My guess is that everything that is time-consuming to create is within your Visual. If so, there is an easy solution: Don't create actual DocumentPage objects and their associated Visuals until DocumentPaginator.GetPage() is called.

As long as the code that consumes your document only requests one or two pages at a time there will be no performance bottleneck.

If you're printing to the printer or to a file, everything can be done on a background thread, but if you're displaying onscreen you only need to display a few DocumentPages at a time anyway. In either case you won't get any UI lockups.

The worst case scenario would be an app that displays pages in a thumbnail view.
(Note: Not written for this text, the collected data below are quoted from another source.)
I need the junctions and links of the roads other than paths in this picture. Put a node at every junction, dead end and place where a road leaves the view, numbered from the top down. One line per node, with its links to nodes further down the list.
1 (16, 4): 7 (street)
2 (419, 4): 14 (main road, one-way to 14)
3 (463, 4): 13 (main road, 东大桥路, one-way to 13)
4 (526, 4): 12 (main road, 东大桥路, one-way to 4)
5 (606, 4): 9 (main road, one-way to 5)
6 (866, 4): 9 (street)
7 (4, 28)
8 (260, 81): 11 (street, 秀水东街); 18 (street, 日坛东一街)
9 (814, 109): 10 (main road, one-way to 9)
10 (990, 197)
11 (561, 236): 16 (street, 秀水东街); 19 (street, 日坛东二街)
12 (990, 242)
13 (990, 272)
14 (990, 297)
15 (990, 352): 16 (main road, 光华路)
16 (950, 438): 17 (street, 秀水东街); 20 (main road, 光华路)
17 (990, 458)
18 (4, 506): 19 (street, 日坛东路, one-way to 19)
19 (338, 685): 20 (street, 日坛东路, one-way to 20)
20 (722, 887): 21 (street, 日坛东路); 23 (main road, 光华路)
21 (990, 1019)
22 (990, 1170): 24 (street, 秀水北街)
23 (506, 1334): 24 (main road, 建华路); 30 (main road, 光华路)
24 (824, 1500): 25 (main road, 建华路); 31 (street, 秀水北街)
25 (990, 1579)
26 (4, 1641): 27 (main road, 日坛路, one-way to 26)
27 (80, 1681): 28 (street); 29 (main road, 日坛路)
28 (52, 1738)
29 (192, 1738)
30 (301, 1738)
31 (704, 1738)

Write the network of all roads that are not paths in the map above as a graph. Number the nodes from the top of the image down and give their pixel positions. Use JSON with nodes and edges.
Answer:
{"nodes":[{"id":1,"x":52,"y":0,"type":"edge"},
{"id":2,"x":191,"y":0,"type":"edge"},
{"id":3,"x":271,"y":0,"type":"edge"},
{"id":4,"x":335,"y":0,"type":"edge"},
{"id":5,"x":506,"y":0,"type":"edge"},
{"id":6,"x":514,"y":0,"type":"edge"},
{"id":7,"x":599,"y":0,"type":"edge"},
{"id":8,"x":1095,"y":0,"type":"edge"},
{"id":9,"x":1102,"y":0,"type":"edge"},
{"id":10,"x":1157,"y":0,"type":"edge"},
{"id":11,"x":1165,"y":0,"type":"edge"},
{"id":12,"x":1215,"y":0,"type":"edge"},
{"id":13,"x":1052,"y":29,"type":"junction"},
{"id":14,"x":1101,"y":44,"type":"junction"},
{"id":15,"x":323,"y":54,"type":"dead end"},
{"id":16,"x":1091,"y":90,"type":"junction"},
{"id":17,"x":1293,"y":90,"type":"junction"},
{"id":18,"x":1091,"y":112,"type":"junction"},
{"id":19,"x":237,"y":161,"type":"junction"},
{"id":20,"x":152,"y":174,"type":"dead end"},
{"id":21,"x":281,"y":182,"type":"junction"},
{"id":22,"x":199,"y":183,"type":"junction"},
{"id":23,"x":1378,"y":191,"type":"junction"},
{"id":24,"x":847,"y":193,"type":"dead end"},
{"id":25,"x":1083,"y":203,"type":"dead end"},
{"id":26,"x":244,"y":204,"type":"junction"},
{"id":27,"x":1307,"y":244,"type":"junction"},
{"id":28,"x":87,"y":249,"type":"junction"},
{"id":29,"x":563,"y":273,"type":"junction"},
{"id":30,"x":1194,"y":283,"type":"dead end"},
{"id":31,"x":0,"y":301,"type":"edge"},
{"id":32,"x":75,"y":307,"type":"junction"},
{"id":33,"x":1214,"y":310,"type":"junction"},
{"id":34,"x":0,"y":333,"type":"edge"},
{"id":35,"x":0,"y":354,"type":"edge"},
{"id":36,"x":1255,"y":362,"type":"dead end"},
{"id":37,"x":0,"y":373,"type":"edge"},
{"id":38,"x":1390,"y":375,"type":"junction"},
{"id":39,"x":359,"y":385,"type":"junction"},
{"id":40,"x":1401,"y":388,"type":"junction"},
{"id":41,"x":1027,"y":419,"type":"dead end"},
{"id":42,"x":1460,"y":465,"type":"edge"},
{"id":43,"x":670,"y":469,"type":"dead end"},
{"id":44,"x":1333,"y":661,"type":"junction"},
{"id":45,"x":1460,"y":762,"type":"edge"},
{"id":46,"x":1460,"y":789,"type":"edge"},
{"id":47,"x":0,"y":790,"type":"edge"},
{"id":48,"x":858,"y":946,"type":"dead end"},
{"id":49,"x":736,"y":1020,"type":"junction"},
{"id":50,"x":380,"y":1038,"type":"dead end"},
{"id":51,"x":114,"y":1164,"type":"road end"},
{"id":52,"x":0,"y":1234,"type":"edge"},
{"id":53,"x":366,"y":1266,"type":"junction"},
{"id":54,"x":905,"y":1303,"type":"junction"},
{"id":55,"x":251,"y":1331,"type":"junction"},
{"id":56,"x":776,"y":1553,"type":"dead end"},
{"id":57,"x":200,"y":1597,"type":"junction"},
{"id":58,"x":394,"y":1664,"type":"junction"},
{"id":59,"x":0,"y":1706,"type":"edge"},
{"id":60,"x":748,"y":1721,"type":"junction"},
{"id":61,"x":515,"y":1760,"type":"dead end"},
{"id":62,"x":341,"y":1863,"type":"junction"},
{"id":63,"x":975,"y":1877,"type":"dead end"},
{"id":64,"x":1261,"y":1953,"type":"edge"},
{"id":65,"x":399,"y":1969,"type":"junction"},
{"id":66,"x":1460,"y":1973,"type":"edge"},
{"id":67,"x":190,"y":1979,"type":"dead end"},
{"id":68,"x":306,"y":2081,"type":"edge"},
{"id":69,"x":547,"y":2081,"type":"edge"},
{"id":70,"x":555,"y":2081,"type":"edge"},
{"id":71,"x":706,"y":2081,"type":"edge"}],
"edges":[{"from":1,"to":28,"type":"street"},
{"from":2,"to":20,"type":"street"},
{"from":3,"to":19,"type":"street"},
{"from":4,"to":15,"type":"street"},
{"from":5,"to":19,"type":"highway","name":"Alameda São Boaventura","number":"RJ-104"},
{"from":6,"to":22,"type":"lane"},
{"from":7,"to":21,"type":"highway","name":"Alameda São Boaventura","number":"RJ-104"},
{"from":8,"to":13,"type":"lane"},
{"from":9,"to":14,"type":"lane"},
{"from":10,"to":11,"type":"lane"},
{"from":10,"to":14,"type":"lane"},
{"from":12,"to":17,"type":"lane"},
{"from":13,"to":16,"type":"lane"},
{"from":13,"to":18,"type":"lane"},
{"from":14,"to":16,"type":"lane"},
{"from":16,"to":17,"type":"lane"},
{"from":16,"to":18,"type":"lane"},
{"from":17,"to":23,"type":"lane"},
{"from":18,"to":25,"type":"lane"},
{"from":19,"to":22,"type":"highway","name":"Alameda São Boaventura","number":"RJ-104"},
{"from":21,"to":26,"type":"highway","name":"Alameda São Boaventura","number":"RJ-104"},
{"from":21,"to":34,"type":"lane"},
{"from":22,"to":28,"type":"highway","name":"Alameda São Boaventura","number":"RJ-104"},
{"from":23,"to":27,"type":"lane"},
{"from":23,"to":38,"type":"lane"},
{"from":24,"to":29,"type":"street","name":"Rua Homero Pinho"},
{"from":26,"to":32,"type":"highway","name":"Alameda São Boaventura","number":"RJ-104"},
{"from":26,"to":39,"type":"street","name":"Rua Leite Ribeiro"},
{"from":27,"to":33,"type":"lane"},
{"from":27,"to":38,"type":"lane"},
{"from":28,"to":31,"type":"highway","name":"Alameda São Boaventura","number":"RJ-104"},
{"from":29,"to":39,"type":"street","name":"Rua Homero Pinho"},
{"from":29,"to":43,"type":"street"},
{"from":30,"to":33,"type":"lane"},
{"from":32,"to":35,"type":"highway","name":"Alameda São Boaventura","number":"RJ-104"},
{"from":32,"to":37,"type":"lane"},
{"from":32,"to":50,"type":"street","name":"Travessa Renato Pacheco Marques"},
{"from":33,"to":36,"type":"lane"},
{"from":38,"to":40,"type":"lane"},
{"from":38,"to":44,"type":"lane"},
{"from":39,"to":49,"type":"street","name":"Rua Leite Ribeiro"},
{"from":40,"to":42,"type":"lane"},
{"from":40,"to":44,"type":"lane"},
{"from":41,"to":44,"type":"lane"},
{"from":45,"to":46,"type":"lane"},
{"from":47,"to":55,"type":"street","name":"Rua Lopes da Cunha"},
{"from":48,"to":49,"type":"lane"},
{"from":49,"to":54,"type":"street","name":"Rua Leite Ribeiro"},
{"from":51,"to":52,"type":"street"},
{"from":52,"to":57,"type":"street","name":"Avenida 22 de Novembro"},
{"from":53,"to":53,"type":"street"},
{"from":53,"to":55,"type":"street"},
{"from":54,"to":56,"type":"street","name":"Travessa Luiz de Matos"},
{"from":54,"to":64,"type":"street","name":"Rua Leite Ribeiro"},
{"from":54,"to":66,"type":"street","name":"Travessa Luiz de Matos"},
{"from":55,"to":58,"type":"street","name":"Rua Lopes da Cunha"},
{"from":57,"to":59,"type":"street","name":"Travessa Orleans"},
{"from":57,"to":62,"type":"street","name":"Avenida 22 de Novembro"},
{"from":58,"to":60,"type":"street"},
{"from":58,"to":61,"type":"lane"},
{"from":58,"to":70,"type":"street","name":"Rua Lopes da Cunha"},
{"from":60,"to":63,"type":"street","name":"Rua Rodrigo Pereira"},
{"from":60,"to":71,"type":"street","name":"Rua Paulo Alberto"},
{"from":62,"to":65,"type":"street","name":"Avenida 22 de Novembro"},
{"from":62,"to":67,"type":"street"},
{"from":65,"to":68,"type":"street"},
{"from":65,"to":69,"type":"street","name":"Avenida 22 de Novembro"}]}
In this case, I would:

  1. The thumbnail view would bind its ItemsSource to a "RealizedPages" collection which initially is filled with dummy pages
  2. Whenever a dummy page is measured, it queues a dispatcher operation at DispatcherPriority.Background to call DocumentPaginator.GetPage() and then replace the dummy page in the RealizedPages collection with the real page.

If there are performance concerns even with realizing a single page because of the number of separate items, this same general approach can be used within whatever ItemsControl on the page has the large number of items.

One more note: The XPS printing system doesn't ever process more than one DocumentPage at a time, so if you know that's your client you can actually just keep returning the same DocumentPage over and over again with appropriate modifications.

Ray Burns
A: 

Elaborating further on Ray Burns' answer: Couldn't you have your dataprocessing done in a class on a background thread and then databind the DocumentPage's properties to this class when the processing is done?